If I time it right, I can use the leap seconds from the last handful of few years.
un momentito por favor
 
you'll need 86400 leap seconds for a full leap day
how many leap seconds are there each year?
 
Too many.
 
At most one.
so...
you gotta save them up wisely
 
7:30 PM
Google's not even handing them out anymore.
They break them down into pieces and smear them into the other seconds of the day.
 
That proves it.
Google is evil.
 
@Cerberus Which search engine do you use?
Just cooorious.
 
@Noah Google, because...probably because my userscripts and userstyles only work there.
Perhaps I should convert them to work on Duckduckgo.
But I think Google also has some functions that other engines lack?

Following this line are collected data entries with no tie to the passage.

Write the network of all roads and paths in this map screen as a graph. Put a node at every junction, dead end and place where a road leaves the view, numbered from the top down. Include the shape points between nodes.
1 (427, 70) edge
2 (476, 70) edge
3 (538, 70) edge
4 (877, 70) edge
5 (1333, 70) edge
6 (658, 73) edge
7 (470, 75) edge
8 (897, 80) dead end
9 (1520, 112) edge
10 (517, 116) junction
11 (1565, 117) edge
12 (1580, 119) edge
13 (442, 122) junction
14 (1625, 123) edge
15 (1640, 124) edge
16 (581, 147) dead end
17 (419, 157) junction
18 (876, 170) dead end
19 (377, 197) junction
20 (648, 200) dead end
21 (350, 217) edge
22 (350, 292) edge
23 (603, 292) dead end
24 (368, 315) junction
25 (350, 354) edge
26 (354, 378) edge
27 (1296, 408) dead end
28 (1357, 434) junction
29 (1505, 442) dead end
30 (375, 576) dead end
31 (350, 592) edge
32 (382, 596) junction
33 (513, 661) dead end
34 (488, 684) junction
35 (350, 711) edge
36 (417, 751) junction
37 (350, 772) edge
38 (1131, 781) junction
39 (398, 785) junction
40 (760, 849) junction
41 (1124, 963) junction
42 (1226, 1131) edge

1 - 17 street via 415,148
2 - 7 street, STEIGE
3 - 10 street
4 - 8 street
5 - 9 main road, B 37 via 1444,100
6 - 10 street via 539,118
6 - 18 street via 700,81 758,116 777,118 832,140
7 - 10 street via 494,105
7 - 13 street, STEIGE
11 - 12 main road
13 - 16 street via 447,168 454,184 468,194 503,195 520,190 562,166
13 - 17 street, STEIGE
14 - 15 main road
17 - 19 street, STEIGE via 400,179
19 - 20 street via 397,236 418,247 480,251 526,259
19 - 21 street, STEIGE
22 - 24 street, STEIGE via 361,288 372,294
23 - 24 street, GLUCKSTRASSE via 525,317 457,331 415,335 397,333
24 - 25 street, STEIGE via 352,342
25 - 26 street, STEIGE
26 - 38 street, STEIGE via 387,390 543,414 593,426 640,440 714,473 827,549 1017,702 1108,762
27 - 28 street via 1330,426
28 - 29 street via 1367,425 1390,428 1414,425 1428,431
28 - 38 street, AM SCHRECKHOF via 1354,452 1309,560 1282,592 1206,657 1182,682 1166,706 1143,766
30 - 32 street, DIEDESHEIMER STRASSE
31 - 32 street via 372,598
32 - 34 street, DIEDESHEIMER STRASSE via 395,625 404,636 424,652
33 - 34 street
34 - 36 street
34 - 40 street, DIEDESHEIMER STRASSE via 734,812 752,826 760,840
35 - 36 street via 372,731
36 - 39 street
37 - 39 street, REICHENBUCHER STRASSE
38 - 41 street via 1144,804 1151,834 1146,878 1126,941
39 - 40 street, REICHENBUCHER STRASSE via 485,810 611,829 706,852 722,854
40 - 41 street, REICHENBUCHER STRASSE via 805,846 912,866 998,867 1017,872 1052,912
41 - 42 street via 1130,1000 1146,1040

Like searching within a specific period? Verbatim? Etc.
 
@Mr.ShinyandNew安宇 so like making all the other seconds just a tiny bit longer... 1/86400 longer to be exact?
 
@Mitch I'm not sure how much, but yes
 
7:47 PM
right, the 'leap second' may not be exactly a second
especially if it's chunky style
making it hard to spread evenly
 
this second... it's been going on for 24 hours!
47 mins ago, by Mitch
patriotism is just what we used to eat as children
Feb 10 at 19:43, by Jasper Loy
In Brexit Britain, children eat you!
 
@Cerberus I use Google too.
 
@Cerberus I used to use Yahoo search in the past.
 
I used to use Lycos, Infoseek, and Webcrawler in the past.
 
8:14 PM
@Mr.ShinyandNew安宇 wow
@MattE.Эллен it's patriotic
 
@Noah Hmm I don't think I've ever used Yahoo.
I used Altavista when the Internet was young.
 
@terdon How would you pronounce, in technical English, the angelfish genus Centropyge? I presume Acropora and Montipora are esdrújulas?